[Task instructions] A faithful copy of all the data is the goal; omit the pictures.

[Data in this exercise]
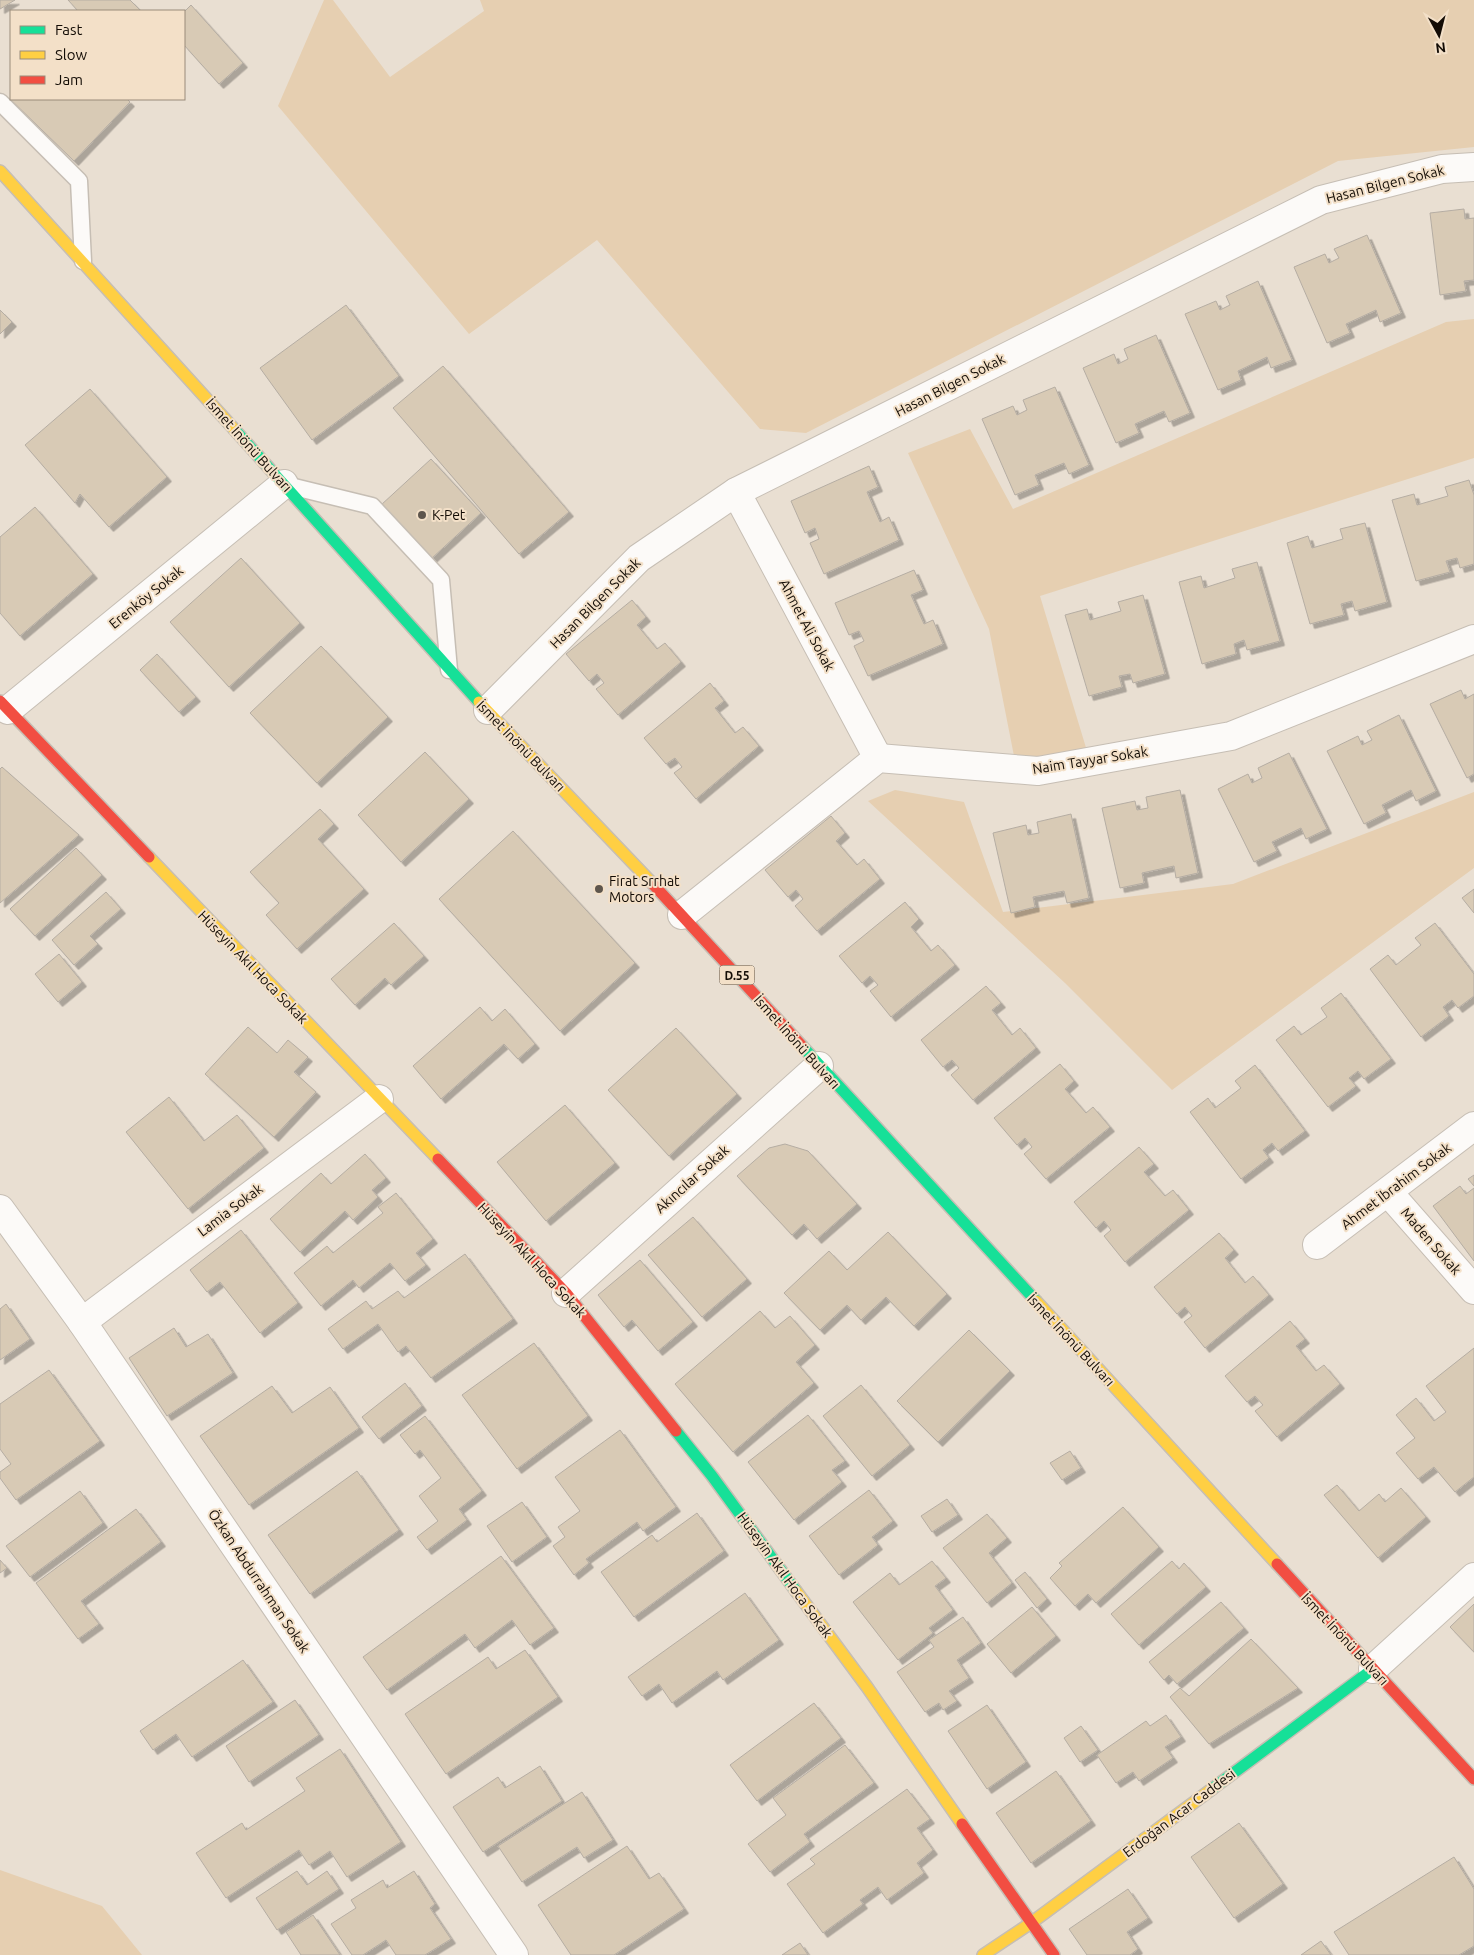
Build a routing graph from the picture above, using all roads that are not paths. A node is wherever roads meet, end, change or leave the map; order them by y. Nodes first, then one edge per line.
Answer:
1 (0, 102) edge
2 (1474, 167) edge
3 (0, 171) edge
4 (84, 261) junction
5 (284, 484) junction
6 (736, 492) junction
7 (1474, 639) edge
8 (450, 670) junction
9 (4, 706) edge
10 (488, 710) junction
11 (878, 758) junction
12 (682, 915) junction
13 (819, 1066) junction
14 (378, 1099) junction
15 (1474, 1126) edge
16 (1388, 1192) junction
17 (2, 1215) edge
18 (1317, 1245) dead end
19 (1474, 1290) edge
20 (566, 1293) junction
21 (82, 1322) junction
22 (1474, 1577) edge
23 (1373, 1669) junction
24 (1474, 1779) edge
25 (1031, 1923) junction
26 (514, 1955) edge
27 (983, 1955) edge
28 (1054, 1955) edge

1 - 4 lane
2 - 6 street, Hasan Bilgen Sokak
3 - 4 main road, İsmet İnönü Bulvarı / D.55
4 - 5 main road, İsmet İnönü Bulvarı / D.55
5 - 8 main road, İsmet İnönü Bulvarı / D.55
5 - 8 lane
5 - 9 street, Erenköy Sokak
6 - 10 street, Hasan Bilgen Sokak
6 - 11 street, Ahmet Ali Sokak
7 - 11 street, Naim Tayyar Sokak
8 - 10 main road, İsmet İnönü Bulvarı / D.55
9 - 14 main road, Hüseyin Akıl Hoca Sokak
10 - 12 main road, İsmet İnönü Bulvarı / D.55
11 - 12 street
12 - 13 main road, İsmet İnönü Bulvarı / D.55
13 - 20 street, Akıncılar Sokak
13 - 23 main road, İsmet İnönü Bulvarı / D.55
14 - 20 main road, Hüseyin Akıl Hoca Sokak
14 - 21 street, Lamia Sokak
15 - 16 street, Ahmet İbrahim Sokak
16 - 18 street, Ahmet İbrahim Sokak
16 - 19 street, Maden Sokak
17 - 21 street, Özkan Abdurrahman Sokak
20 - 25 main road, Hüseyin Akıl Hoca Sokak
21 - 26 street, Özkan Abdurrahman Sokak
22 - 23 street
23 - 24 main road, İsmet İnönü Bulvarı / D.55
23 - 25 main road, Erdoğan Acar Caddesi
25 - 27 main road, Erdoğan Acar Caddesi
25 - 28 main road, Hüseyin Akıl Hoca Sokak

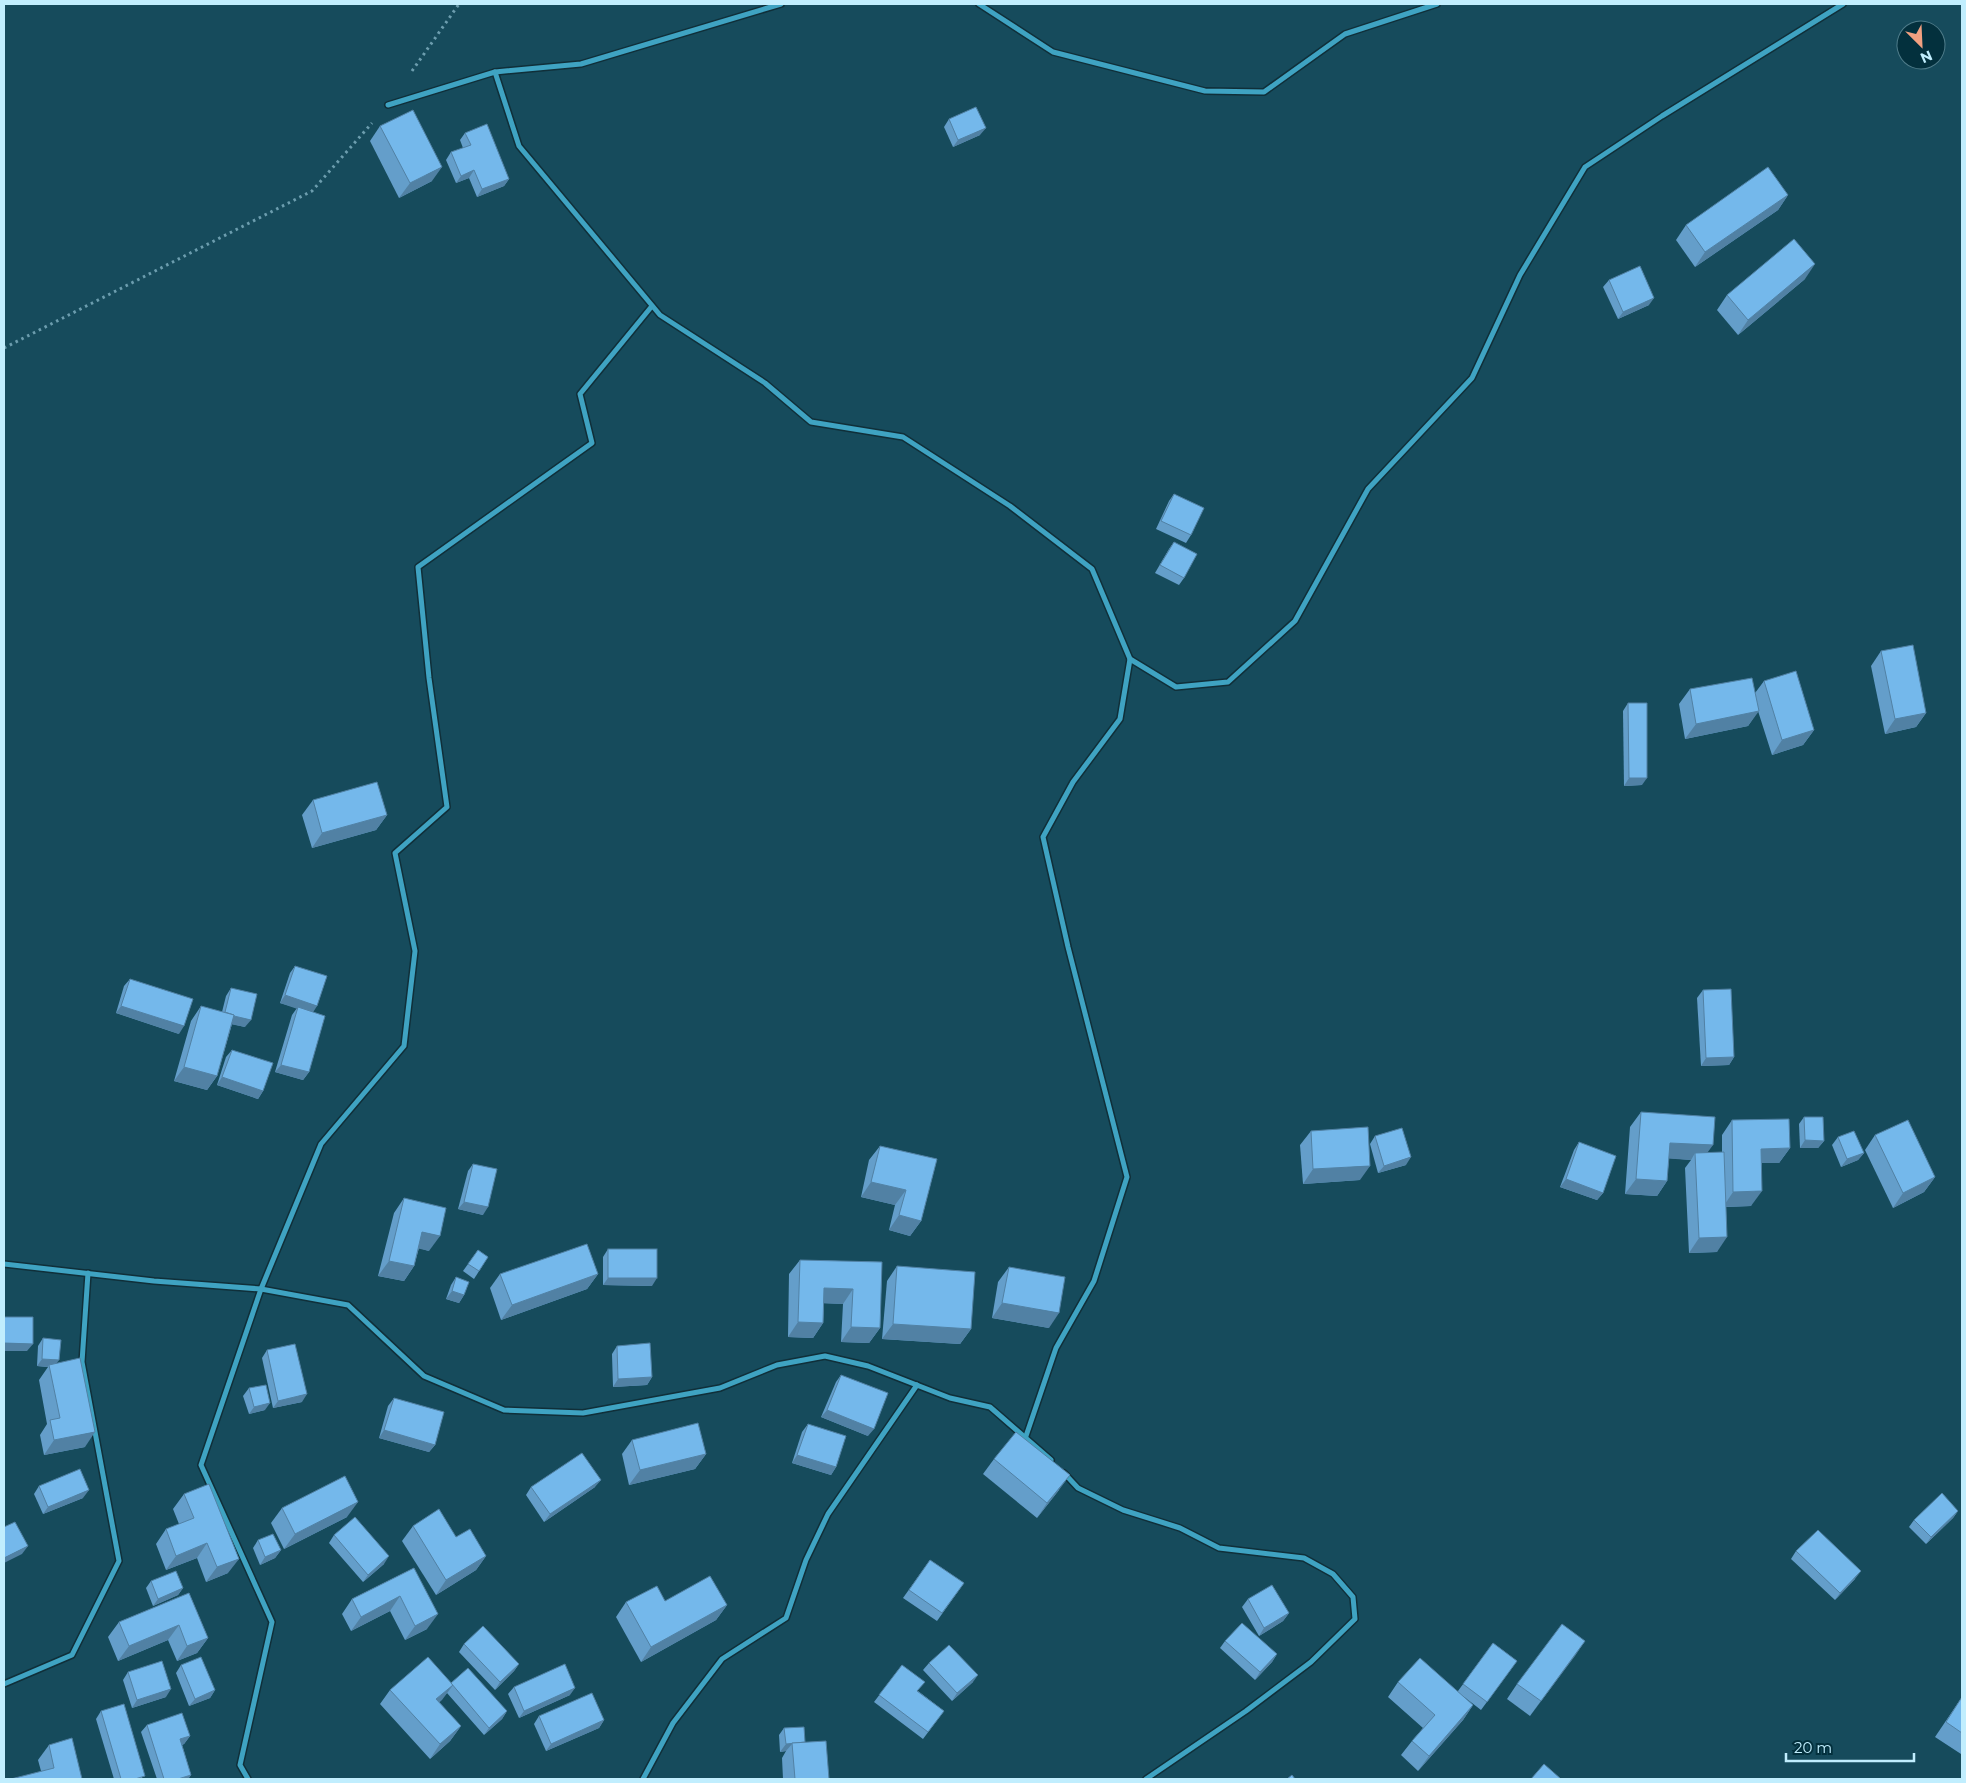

[Response area]
Build a routing graph from the picture above, using all roads that are not paths. A node is wherever roads meet, end, change or leave the map; order them by y. Nodes first, then one edge per line.
Answer:
1 (0, 102) edge
2 (1474, 167) edge
3 (0, 171) edge
4 (84, 261) junction
5 (284, 484) junction
6 (736, 492) junction
7 (1474, 639) edge
8 (450, 670) junction
9 (4, 706) edge
10 (488, 710) junction
11 (878, 758) junction
12 (682, 915) junction
13 (819, 1066) junction
14 (378, 1099) junction
15 (1474, 1126) edge
16 (1388, 1192) junction
17 (2, 1215) edge
18 (1317, 1245) dead end
19 (1474, 1290) edge
20 (566, 1293) junction
21 (82, 1322) junction
22 (1474, 1577) edge
23 (1373, 1669) junction
24 (1474, 1779) edge
25 (1031, 1923) junction
26 (514, 1955) edge
27 (983, 1955) edge
28 (1054, 1955) edge

1 - 4 lane
2 - 6 street, Hasan Bilgen Sokak
3 - 4 main road, İsmet İnönü Bulvarı / D.55
4 - 5 main road, İsmet İnönü Bulvarı / D.55
5 - 8 main road, İsmet İnönü Bulvarı / D.55
5 - 8 lane
5 - 9 street, Erenköy Sokak
6 - 10 street, Hasan Bilgen Sokak
6 - 11 street, Ahmet Ali Sokak
7 - 11 street, Naim Tayyar Sokak
8 - 10 main road, İsmet İnönü Bulvarı / D.55
9 - 14 main road, Hüseyin Akıl Hoca Sokak
10 - 12 main road, İsmet İnönü Bulvarı / D.55
11 - 12 street
12 - 13 main road, İsmet İnönü Bulvarı / D.55
13 - 20 street, Akıncılar Sokak
13 - 23 main road, İsmet İnönü Bulvarı / D.55
14 - 20 main road, Hüseyin Akıl Hoca Sokak
14 - 21 street, Lamia Sokak
15 - 16 street, Ahmet İbrahim Sokak
16 - 18 street, Ahmet İbrahim Sokak
16 - 19 street, Maden Sokak
17 - 21 street, Özkan Abdurrahman Sokak
20 - 25 main road, Hüseyin Akıl Hoca Sokak
21 - 26 street, Özkan Abdurrahman Sokak
22 - 23 street
23 - 24 main road, İsmet İnönü Bulvarı / D.55
23 - 25 main road, Erdoğan Acar Caddesi
25 - 27 main road, Erdoğan Acar Caddesi
25 - 28 main road, Hüseyin Akıl Hoca Sokak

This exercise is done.